This addiction to cheating is almost a game to some students who text message answers to questions, plagiarize, and even print cheat sheets in ultra small type and place magnifying glasses under their water bottles to be able to read them. Students can easily destroy attempts by teachers to achieve honest assessment, rendering invalid a measurement designed to determine what was learned.

Cooperative (group) learning may have proven of value in the classroom in preparing students for working together in life, but it has also equipped them for successful collaboration when cheating on tests. Along with peer pressure, the Net Generation’s ability to use electronic communications, teachers who are beleaguered by rapid changes in technology, and the cooperative spirit have helped make file swapping an accepted means of ragging against the educational machine, as alluded to by Donald McCabe. The cheating culture is powerful; those who stand by their values are overwhelmed by the rewards that are reaped by those who have gone over to the champs side, leaving the non-cheaters wondering whether they are the chumps.

It is not a big jump in logic to conclude that what is happening in government has also solidified cheating as a way of doing business. Everything from sexual misdeeds to lying about weapons of mass destruction is quickly swabbed over by the business-as-usual approach of citizens interested only in bottom lines. It can only be surmised that this attitude hasn’t escaped the Net Generation that is used to political, radio, religious and sports figures hiding the truth without sacrificing any financial consequences. Indeed, some are even rewarded for them.

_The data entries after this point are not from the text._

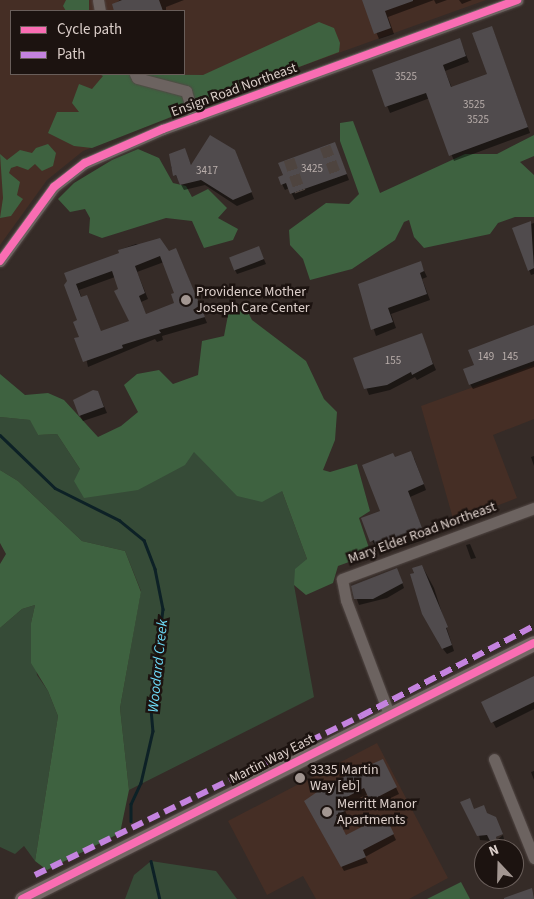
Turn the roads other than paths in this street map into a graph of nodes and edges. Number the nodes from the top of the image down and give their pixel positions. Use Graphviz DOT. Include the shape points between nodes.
graph roads {
  1 [pos="517,0"];
  2 [pos="136,75"];
  3 [pos="194,118"];
  4 [pos="0,261"];
  5 [pos="534,508"];
  6 [pos="534,642"];
  7 [pos="389,714"];
  8 [pos="494,759"];
  9 [pos="534,858"];
  10 [pos="30,897"];
  1 -- 3 [label="street, Ensign Road Northeast"];
  2 -- 3 [label="street" via="186,91"];
  3 -- 4 [label="street, Ensign Road Northeast" via="103,154 67,175 36,209"];
  5 -- 7 [label="street, Mary Elder Road Northeast" via="342,579 346,600"];
  6 -- 7 [label="main road, Martin Way East"];
  7 -- 10 [label="main road, Martin Way East"];
  8 -- 9 [label="street"];
}
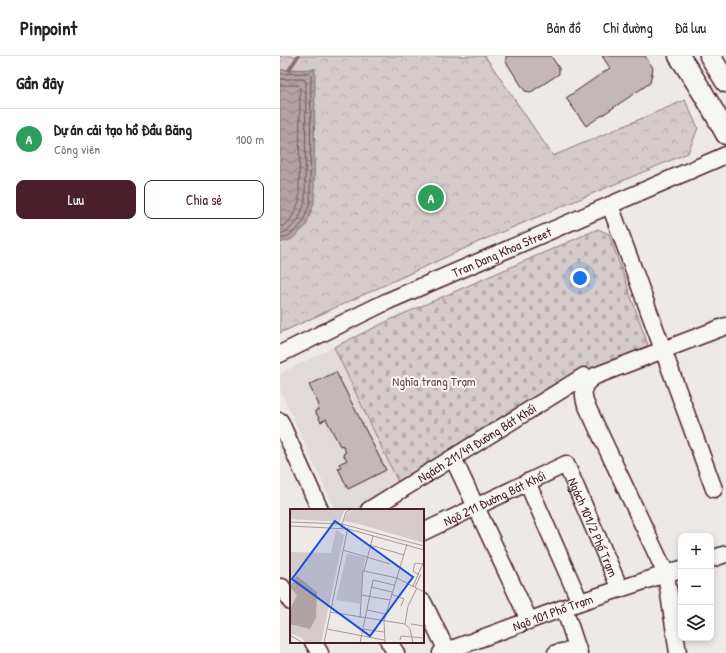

Add to that the fact that the Net Generation has been exposed to illegal music and software copying, as well as game swapping, and they have lived to tell the tale. Stealing software from a store is perceived as a crime, but downloading a copy isn’t. No wonder the older generation has difficultly relating to this new form of ethics.

And, don’t forget that cheating has been well rewarded throughout history. Some of the most successful Americans have circumvented the law and, because their reward was wealth, they are honored with a place in the history textbooks. Out-running the law has given rise to NASCAR and the success of such movies as Smokey and the Bandit, Cannonball, and countless others, as doing the right thing suffers in a winning at any cost atmosphere. Martha Stewart, Oliver North, even Rush Limbaugh have been caught doing the wrong thing only to end up financially secure with even more name recognition. Crime doesn’t pay is a good old saw, but for some these characters have made the challenge attractive.

Students exposed to a lifetime of these news stories may tend to believe that cheating is a victimless crime. They don’t mind that cheating on tests might give them a higher grade and open up a college acceptance even if it deprives the student who does not cheat from that opening. There is also the rationalization that “everyone is doing it” so I have to do it too in order to keep pace. It is logic reinforced by news articles about athletic steroid use, NASCAR cheating, politicians refusing to cooperate with investigations, referee tampering, and perhaps closer to home, income tax statements that have been fudged.

This lack of remorse is interesting in a country whose citizens consistently report that they are religious while a study by Jean Twenge and a book by David Callahan are cited by Milliron and Sandoe as revealing that “generational cohort” cheating is widespread, with percentages form 80 to 90 percent of college-aged student confessing to using electronic communications to cheat. And high schoolers, according to Milliron and Sandoe’s report, also have high cheating rates with over 60 percent cheating on tests and 90 percent on homework. Other research has suggested the reality that those who cheat in high school will probably cheat in the future.

The tech-savvy Net Generation is going to grow bolder if the problem is virtually ignored and there are good reasons for failure to enforce the rules. First, the time it takes to prove there was cheating. Second, the threat of parent law suits, and third, the negative aspects of exposing cheaters to the school. There is a fourth, overarching element that is not related to the others and that is the financial cost to pay for plagiarism software, cell blocking hardware, and even attorneys. Many school districts are paying good taxpayer money to pay for services that check for plagiarism… money that could be spent educating the straight arrow students rather than catching crooks.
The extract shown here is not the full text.